Advertisement
İçinde surat kelimesi geçen deyimler nelerdir? Bu deyimlerin anlamları ve açıklamaları. Surat hakkında deyimler ve anlamları, açıklamaları

Arka resim kaynak: pixabay.com
Surat İle İlgili Deyimler
- “surat asmak”
kaşlarını çatıp yüzüne küskün veya dargın bir anlam vermek, somurtmak: Babam biraz surat astı ama anam katıldı gülmekten. -F. R. Atay. - “surat etmek”
birine karşı küskün durmak, asık yüzlü olmak: Şimdi ters yüzü eve dönsek çocuklar ağlar, bayan surat eder. -R. N. Güntekin. - “surat kalmamak”
utanmaz duruma gelmek: İkimizde de birbirimize bakacak surat kalmamıştı. -M. Ş. Esendal. - “surat mahkeme duvarı”
1) asık suratlı, kimseye gülmeyen, suskun duran; 2) utanmaz, sıkılmaz: Onda surat mahkeme duvarı, tükürsem yağmur yağıyor sanacak. -R. N. Güntekin. - “surat (suratı) bir karış”
öfkeli, kızgın ve somurtkan. - “surata bak süngüye davran”
çok asık suratlı kimseler için kullanılan bir söz. - “suratı bir karış asılmak”
öfkelenmek, kızmak ve somurtmak: Hemen suratları bir karış asılır, ona bir sövüp saymadıkları kalır. -Y. K. Karaosmanoğlu. - “suratı değişmek”
bir kimseye karşı davranışı değişmek, daha sert bir durum almak. - “suratı kasap süngeriyle silinmiş”
utanması, sıkılması kalmamış anlamında kullanılan bir söz. - “suratı sirke satmak”
öfkeli, kızgın olduğu anlaşılmak. - “suratına indirmek”
tokat atmak. - “suratından düşen bin parça olmak”
öfke veya küskünlükten ileri gelen can sıkıntısıyla suratı asık olmak. - “suratını dağıtmak”
yüzüne zarar verecek biçimde dövmek. - “suratını ekşitmek (buruşturmak)”
yüzüne memnun olmadığını belirten bir anlam vermek: İşte ilmin, âlimin kıymeti bilinmeye başladı diye suratımı ekşittim. -Ö. Seyfettin.
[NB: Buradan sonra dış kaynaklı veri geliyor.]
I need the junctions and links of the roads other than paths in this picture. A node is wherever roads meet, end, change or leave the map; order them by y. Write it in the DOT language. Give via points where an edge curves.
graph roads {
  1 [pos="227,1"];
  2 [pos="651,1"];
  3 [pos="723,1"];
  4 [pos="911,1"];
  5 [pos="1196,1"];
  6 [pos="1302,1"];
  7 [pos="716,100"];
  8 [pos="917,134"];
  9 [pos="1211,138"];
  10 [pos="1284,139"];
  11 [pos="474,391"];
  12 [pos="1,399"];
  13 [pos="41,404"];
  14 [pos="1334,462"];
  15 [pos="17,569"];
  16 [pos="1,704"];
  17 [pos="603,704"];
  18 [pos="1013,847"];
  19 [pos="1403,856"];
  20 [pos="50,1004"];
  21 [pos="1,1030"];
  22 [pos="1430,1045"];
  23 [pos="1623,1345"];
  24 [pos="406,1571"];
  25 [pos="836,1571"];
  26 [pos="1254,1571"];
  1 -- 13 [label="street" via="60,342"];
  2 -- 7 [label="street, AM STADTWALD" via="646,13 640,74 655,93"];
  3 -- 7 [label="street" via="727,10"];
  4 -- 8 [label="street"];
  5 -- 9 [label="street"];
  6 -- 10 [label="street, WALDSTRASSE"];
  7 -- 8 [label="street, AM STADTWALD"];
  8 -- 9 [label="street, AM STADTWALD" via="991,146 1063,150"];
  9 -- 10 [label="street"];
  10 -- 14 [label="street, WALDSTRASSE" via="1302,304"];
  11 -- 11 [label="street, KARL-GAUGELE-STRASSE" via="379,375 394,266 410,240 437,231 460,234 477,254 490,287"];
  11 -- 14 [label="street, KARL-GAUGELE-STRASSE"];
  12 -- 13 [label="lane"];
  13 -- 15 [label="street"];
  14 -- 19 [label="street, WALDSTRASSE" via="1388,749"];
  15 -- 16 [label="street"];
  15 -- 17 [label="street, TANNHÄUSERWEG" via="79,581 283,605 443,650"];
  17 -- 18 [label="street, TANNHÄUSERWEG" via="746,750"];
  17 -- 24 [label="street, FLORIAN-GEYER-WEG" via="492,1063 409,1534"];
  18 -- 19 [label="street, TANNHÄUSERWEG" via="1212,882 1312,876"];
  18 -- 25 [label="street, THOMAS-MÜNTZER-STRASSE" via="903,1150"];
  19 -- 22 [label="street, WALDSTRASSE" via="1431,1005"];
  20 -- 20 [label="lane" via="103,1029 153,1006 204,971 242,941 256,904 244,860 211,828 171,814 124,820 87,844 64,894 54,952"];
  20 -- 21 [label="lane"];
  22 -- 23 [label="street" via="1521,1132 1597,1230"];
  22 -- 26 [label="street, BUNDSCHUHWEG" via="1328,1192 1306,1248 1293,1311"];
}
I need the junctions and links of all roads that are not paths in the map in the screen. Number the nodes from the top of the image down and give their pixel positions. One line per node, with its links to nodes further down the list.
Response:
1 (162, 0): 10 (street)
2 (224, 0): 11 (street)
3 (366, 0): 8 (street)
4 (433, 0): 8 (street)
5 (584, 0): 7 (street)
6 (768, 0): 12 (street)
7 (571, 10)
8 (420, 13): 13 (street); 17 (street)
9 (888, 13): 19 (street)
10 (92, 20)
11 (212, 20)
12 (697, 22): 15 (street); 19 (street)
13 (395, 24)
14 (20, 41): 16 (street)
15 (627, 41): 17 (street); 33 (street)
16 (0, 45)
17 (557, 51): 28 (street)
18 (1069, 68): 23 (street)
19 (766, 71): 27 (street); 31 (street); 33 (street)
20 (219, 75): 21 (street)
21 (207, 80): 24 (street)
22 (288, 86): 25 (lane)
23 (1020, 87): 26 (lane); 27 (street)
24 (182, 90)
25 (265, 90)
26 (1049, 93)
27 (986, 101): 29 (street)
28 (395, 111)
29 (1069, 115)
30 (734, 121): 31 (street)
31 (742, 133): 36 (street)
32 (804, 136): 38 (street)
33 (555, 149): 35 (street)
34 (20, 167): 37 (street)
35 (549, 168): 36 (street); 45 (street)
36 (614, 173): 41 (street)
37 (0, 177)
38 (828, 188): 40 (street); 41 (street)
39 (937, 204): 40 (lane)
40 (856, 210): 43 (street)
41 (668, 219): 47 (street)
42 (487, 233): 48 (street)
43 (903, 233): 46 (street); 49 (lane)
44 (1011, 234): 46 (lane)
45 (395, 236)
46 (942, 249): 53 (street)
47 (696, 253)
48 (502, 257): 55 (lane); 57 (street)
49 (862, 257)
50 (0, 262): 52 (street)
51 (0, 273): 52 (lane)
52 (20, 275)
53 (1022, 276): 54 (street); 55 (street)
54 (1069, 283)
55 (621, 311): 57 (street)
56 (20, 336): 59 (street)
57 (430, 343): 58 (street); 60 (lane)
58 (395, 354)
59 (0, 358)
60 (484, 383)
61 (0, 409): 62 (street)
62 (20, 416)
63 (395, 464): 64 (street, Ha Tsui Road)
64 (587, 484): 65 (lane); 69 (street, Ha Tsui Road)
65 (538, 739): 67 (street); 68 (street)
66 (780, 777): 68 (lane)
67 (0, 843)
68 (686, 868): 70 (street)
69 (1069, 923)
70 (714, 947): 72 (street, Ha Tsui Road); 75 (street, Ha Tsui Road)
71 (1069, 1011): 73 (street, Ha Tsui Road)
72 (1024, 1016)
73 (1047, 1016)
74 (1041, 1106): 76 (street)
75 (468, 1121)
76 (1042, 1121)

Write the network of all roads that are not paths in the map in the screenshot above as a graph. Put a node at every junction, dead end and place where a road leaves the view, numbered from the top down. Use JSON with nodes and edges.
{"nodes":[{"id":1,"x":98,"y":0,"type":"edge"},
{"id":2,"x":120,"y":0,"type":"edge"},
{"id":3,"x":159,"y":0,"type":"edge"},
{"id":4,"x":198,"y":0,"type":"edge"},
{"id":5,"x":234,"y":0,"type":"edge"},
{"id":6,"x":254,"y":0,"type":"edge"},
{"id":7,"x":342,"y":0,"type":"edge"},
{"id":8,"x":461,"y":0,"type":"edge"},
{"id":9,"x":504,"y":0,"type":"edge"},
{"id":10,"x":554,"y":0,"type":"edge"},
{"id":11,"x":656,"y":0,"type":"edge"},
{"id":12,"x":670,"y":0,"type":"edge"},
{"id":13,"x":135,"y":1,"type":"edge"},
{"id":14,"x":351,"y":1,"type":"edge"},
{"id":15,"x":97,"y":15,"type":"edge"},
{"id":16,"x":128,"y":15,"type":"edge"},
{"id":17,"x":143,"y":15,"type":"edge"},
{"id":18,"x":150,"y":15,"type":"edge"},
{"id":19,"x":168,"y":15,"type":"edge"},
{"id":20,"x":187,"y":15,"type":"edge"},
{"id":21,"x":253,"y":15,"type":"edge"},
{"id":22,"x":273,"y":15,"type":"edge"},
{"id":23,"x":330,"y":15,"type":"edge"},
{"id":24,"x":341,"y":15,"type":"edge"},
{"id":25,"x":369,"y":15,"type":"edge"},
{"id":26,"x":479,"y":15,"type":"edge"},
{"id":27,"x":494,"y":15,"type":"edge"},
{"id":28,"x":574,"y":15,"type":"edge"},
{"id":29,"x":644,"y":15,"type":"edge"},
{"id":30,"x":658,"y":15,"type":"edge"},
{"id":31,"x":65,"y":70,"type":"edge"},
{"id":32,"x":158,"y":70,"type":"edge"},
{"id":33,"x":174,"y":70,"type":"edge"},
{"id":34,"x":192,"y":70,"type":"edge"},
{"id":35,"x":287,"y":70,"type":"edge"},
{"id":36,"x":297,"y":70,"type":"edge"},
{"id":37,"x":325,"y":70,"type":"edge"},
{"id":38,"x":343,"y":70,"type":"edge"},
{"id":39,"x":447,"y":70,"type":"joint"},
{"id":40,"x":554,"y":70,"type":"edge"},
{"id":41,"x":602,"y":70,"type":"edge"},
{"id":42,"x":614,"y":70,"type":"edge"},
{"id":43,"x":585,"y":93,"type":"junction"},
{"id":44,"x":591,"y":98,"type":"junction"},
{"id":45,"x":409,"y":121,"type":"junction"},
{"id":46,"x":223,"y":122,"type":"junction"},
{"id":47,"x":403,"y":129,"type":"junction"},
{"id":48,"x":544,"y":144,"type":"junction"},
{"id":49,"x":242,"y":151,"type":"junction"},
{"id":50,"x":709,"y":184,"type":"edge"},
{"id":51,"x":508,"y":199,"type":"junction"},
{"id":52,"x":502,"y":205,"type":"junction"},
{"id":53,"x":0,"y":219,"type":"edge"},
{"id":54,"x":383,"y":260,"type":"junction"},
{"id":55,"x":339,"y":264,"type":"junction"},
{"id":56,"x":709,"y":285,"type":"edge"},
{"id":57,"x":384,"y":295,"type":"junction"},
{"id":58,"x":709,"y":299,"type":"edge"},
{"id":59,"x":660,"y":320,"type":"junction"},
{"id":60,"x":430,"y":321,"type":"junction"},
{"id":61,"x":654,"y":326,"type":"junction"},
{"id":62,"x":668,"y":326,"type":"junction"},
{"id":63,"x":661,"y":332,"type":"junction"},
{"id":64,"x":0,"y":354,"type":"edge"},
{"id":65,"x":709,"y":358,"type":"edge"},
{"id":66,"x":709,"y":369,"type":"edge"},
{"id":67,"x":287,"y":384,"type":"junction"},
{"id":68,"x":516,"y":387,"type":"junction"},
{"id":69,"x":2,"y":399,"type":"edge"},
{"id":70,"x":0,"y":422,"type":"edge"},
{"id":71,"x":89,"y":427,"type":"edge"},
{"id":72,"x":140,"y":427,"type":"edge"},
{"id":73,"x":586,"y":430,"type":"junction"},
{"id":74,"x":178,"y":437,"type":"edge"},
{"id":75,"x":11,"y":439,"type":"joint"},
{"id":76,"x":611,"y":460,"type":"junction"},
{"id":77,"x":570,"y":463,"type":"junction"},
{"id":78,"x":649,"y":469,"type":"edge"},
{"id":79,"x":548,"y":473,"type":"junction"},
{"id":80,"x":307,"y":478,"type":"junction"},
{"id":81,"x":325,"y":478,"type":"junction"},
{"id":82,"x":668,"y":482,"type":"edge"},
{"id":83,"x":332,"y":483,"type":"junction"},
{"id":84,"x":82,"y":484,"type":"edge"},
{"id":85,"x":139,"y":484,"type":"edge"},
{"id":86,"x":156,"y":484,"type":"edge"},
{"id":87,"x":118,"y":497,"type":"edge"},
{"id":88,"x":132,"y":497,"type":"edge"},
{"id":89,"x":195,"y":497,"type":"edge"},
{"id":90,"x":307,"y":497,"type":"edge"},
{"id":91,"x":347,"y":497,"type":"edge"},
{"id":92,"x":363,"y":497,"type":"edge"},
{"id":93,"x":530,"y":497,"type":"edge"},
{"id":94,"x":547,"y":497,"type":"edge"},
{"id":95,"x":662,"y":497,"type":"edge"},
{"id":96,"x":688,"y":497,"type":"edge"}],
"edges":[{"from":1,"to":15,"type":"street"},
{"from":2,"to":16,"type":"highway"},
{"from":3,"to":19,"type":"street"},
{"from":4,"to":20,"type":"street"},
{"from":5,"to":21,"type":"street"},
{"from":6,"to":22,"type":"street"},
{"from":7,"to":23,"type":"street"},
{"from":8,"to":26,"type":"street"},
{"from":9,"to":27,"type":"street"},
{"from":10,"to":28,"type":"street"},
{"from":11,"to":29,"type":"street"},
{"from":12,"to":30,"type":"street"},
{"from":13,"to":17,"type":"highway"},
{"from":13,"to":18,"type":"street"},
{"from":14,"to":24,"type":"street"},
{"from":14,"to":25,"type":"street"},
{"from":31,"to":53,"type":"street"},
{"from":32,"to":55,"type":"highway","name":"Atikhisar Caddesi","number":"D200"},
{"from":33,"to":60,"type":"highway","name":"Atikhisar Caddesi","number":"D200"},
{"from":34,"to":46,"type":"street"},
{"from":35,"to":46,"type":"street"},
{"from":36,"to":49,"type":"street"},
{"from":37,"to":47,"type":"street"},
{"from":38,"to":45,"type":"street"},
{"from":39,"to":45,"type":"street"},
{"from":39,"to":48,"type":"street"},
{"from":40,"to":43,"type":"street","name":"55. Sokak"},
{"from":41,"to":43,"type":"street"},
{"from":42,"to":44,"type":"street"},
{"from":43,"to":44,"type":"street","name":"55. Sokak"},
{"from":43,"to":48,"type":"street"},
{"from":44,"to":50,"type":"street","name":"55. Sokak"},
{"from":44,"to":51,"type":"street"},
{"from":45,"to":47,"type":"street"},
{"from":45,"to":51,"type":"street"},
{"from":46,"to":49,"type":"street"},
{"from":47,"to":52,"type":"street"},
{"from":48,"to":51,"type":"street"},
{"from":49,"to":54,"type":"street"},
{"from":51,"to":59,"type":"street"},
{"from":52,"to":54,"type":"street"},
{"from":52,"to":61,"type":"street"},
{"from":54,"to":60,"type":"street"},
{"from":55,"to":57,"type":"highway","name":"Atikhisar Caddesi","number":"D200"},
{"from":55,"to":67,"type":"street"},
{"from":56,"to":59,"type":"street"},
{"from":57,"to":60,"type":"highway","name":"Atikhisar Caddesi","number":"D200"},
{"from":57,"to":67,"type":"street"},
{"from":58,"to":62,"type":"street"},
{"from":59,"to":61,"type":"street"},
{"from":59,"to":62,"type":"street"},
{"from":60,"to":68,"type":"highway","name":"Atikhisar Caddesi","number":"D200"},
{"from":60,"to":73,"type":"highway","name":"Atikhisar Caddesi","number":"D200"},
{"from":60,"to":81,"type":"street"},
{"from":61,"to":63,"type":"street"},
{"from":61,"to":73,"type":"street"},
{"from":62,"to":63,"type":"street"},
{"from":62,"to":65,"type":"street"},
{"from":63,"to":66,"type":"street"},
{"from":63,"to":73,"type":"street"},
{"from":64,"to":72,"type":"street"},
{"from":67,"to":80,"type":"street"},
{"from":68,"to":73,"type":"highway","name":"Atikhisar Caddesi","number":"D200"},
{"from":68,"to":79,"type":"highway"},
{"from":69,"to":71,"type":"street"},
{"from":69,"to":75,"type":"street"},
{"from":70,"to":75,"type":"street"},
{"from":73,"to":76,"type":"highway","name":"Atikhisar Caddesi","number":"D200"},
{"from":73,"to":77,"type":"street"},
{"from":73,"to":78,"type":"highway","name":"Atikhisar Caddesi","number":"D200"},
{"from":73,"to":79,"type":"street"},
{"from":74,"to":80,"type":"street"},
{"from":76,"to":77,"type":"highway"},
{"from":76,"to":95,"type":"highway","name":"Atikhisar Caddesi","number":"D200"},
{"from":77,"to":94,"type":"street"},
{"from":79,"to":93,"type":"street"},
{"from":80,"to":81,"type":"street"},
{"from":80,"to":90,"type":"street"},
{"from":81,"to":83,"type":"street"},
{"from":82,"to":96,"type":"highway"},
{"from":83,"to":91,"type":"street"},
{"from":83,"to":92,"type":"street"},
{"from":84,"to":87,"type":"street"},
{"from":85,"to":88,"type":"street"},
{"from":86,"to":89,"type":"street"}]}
Ben suratımı buruşturdukça, bir yaz öğlesinde yarı açık kalmış bir musluktan akarak ak mermer bir yalakta şarkı söyleyen serin bir su gibi gülsün o! -N. Hikmet. - “yüz surat davul derisi (mahkeme duvarı)”
utanması olmayanlar için söylenen bir söz.
Surat Nedir? Sözlük Anlamı
1. isim Yüz:
“Neredense suratına bir de sinek musallat olmuştu.” – Attila İlhan
2. isim, mecaz Somurtkanlık, asık yüzlülük.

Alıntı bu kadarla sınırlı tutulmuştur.